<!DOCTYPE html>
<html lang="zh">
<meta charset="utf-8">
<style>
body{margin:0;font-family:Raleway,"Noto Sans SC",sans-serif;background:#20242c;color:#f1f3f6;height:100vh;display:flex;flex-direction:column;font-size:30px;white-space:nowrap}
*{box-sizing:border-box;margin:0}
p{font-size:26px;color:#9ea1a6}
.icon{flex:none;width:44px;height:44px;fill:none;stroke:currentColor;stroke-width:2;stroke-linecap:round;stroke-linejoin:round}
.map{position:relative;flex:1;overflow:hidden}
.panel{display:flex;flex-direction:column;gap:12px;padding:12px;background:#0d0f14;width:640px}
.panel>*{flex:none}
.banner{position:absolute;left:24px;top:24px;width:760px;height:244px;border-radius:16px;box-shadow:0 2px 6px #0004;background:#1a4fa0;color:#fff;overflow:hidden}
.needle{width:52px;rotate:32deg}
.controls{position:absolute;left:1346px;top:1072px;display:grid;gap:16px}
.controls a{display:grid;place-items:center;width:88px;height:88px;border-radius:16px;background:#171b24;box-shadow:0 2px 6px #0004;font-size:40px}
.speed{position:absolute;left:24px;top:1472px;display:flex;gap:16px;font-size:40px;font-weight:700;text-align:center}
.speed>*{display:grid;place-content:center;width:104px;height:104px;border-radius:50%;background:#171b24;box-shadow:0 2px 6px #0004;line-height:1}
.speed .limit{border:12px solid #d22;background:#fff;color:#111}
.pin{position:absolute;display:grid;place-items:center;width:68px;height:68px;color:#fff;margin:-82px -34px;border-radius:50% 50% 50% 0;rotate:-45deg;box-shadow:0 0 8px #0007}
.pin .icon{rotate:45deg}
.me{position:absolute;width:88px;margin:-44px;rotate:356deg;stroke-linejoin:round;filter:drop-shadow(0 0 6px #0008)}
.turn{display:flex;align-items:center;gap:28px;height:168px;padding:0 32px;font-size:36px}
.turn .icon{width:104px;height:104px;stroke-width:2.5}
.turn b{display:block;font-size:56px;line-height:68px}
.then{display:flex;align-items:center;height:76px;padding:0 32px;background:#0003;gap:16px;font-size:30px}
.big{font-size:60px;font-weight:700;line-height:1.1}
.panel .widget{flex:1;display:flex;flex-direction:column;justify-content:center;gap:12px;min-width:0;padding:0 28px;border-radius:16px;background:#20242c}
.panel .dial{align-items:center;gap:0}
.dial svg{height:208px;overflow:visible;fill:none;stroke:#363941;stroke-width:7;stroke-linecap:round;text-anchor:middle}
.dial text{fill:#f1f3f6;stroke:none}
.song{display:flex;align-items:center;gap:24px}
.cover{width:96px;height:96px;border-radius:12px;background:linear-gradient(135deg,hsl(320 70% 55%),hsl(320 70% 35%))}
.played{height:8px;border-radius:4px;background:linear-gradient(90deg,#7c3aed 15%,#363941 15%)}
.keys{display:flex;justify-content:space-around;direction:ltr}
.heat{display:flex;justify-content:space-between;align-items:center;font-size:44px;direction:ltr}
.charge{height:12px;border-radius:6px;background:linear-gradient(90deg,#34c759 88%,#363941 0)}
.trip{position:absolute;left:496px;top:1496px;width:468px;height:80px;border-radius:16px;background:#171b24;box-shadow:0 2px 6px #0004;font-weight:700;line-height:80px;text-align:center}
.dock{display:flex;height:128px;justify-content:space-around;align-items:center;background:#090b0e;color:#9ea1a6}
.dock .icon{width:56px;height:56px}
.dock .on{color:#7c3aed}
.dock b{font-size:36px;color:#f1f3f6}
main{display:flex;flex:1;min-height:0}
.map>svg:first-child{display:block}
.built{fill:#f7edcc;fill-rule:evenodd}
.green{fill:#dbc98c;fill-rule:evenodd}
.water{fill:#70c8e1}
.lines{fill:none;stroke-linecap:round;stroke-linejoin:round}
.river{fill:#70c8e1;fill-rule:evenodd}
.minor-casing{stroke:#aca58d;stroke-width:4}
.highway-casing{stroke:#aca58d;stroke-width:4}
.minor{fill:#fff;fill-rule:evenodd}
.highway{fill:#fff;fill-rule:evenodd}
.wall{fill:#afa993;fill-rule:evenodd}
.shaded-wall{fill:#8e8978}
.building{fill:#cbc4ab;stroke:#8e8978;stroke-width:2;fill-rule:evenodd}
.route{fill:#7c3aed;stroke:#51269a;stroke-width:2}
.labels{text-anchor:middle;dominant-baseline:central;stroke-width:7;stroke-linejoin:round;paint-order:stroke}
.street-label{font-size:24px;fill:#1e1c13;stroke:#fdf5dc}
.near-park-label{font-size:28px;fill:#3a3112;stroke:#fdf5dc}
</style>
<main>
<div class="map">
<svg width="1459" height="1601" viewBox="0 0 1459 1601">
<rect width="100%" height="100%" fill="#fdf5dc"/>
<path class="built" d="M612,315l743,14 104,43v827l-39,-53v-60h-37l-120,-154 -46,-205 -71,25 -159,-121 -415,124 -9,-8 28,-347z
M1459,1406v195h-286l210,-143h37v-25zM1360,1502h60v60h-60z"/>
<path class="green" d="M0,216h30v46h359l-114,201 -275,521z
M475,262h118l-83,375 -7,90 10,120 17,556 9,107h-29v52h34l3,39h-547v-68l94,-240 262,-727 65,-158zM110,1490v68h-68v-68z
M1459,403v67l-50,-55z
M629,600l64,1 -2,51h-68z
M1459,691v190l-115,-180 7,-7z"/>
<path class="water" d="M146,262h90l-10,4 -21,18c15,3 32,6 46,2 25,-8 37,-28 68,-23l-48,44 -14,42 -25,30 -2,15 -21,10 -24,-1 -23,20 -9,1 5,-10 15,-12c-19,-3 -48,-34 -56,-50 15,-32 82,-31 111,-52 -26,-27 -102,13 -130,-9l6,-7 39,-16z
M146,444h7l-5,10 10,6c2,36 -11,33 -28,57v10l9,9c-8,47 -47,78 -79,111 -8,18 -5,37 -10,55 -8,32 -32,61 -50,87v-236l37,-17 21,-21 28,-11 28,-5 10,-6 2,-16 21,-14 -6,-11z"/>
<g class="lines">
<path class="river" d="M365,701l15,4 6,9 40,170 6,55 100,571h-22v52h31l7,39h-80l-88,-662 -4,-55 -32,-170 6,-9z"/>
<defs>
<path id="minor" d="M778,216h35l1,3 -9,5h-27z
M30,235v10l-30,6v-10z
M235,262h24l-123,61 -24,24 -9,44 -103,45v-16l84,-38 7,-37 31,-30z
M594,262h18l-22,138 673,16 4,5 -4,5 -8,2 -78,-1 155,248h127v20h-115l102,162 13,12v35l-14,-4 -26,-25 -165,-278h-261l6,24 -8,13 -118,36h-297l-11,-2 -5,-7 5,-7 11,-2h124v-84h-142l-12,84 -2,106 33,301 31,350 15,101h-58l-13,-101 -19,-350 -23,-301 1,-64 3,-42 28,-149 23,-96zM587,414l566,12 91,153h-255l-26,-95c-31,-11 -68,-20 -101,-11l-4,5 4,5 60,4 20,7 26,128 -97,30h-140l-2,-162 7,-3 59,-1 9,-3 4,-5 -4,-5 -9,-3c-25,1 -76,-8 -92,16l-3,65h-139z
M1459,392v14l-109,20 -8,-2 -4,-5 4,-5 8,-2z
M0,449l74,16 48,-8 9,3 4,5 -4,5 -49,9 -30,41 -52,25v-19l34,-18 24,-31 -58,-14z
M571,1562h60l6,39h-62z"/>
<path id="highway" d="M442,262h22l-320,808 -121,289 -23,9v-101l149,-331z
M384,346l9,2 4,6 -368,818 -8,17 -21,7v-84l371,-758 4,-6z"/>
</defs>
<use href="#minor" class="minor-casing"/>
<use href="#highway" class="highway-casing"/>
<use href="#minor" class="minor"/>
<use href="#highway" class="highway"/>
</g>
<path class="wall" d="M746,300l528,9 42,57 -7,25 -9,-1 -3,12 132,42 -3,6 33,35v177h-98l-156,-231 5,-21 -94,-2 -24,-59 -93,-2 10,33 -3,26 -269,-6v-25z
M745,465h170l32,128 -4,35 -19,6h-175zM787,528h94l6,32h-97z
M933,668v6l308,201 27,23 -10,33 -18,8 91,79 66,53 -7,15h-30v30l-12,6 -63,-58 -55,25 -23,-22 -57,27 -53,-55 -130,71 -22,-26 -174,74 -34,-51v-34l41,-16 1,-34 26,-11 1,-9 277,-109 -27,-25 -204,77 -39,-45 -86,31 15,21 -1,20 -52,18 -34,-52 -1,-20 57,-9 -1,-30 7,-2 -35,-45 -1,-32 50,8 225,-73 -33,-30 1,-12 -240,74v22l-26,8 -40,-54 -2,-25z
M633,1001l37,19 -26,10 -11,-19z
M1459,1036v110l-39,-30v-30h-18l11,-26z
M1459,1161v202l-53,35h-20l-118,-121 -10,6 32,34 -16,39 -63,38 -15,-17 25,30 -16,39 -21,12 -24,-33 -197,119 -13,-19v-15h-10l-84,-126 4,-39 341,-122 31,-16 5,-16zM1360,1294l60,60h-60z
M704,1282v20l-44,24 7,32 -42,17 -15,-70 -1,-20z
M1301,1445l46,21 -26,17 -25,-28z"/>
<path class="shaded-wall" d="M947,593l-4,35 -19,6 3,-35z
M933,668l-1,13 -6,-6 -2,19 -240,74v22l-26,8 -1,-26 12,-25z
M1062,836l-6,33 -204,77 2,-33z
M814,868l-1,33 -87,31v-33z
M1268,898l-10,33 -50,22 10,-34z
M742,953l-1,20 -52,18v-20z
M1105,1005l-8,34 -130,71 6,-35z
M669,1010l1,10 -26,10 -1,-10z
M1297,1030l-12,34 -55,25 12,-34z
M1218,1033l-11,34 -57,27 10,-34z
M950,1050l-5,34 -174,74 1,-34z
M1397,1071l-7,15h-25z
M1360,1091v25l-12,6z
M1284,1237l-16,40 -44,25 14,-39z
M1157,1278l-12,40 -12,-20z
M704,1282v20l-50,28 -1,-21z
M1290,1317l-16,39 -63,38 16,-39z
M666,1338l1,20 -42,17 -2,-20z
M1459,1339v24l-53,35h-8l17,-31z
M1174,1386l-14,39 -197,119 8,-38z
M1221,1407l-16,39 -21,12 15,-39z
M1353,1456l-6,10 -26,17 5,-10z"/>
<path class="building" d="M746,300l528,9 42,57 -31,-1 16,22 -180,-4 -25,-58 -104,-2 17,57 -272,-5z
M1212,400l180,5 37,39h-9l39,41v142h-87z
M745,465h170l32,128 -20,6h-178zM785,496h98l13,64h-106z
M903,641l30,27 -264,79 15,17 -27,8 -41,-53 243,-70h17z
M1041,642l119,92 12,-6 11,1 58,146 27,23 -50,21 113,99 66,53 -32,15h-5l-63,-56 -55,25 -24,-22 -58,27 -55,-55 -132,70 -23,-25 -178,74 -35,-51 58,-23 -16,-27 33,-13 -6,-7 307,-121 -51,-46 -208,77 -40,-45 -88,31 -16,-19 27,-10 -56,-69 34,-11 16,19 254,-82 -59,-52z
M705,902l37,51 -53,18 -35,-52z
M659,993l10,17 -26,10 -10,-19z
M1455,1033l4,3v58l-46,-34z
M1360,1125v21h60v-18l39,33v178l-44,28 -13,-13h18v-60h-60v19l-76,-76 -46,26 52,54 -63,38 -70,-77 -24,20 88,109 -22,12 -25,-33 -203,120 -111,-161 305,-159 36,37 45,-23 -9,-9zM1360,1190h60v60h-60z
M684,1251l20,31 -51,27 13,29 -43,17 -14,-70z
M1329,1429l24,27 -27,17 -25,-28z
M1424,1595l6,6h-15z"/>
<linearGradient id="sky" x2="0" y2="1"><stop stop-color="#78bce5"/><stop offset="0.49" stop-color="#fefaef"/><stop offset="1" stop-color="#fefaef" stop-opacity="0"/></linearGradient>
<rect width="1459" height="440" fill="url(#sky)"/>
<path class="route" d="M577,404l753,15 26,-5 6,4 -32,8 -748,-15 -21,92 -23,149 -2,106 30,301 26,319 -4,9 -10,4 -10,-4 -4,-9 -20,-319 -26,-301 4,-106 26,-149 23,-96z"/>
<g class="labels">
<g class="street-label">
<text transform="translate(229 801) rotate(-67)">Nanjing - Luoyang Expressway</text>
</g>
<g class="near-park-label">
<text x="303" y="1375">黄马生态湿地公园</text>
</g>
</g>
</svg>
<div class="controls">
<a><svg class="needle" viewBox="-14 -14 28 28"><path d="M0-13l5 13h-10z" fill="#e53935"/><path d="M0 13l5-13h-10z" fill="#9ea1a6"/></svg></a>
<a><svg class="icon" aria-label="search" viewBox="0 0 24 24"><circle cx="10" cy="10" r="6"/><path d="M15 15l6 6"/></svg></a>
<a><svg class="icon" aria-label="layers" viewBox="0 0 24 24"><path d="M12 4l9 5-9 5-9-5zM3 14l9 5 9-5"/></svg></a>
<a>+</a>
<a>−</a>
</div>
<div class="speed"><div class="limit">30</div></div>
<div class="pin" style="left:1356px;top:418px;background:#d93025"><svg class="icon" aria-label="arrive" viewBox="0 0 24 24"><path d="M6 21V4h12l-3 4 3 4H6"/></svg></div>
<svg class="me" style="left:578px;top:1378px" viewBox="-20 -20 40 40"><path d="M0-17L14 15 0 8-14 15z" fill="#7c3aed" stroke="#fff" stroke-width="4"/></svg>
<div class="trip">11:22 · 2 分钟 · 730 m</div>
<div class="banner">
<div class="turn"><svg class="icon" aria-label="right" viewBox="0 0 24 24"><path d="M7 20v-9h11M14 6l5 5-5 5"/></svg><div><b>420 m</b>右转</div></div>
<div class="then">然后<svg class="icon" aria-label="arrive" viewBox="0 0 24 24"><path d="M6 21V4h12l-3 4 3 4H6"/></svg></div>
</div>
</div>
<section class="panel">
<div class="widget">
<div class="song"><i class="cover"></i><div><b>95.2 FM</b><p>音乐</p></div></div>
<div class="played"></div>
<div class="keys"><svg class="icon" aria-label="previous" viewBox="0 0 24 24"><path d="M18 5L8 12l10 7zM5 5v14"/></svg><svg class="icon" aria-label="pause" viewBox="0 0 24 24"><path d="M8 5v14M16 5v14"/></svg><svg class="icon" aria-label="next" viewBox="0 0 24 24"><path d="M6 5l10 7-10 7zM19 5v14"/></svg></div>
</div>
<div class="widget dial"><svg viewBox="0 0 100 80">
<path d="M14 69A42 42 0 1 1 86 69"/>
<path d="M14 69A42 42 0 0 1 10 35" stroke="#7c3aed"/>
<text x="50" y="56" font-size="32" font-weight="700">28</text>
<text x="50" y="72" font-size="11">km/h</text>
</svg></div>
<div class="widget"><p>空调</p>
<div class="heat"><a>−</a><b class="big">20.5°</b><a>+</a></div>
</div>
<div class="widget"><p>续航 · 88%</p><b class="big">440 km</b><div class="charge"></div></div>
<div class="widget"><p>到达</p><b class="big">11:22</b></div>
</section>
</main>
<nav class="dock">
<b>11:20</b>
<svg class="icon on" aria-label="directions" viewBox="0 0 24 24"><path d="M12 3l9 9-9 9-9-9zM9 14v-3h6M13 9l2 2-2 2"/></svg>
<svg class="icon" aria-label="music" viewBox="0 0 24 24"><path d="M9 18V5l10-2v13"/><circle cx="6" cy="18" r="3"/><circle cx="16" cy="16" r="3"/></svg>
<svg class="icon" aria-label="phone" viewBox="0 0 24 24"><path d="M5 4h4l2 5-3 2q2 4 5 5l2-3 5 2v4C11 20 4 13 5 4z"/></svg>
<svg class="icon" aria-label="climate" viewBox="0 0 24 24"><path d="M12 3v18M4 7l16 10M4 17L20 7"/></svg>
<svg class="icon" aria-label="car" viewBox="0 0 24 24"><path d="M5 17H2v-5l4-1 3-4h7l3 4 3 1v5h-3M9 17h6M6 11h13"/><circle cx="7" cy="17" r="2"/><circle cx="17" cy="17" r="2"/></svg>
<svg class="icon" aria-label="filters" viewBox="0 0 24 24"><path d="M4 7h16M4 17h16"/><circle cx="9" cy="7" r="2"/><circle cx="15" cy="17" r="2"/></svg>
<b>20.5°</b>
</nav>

------------------------------

* [WHAT IS NEEDED] Copy, exactly and with nothing added, the lines from the one containing "<b>11:20</b>" through the end of the records.

* [WRITTEN SOLUTION]
<b>11:20</b>
<svg class="icon on" aria-label="directions" viewBox="0 0 24 24"><path d="M12 3l9 9-9 9-9-9zM9 14v-3h6M13 9l2 2-2 2"/></svg>
<svg class="icon" aria-label="music" viewBox="0 0 24 24"><path d="M9 18V5l10-2v13"/><circle cx="6" cy="18" r="3"/><circle cx="16" cy="16" r="3"/></svg>
<svg class="icon" aria-label="phone" viewBox="0 0 24 24"><path d="M5 4h4l2 5-3 2q2 4 5 5l2-3 5 2v4C11 20 4 13 5 4z"/></svg>
<svg class="icon" aria-label="climate" viewBox="0 0 24 24"><path d="M12 3v18M4 7l16 10M4 17L20 7"/></svg>
<svg class="icon" aria-label="car" viewBox="0 0 24 24"><path d="M5 17H2v-5l4-1 3-4h7l3 4 3 1v5h-3M9 17h6M6 11h13"/><circle cx="7" cy="17" r="2"/><circle cx="17" cy="17" r="2"/></svg>
<svg class="icon" aria-label="filters" viewBox="0 0 24 24"><path d="M4 7h16M4 17h16"/><circle cx="9" cy="7" r="2"/><circle cx="15" cy="17" r="2"/></svg>
<b>20.5°</b>
</nav>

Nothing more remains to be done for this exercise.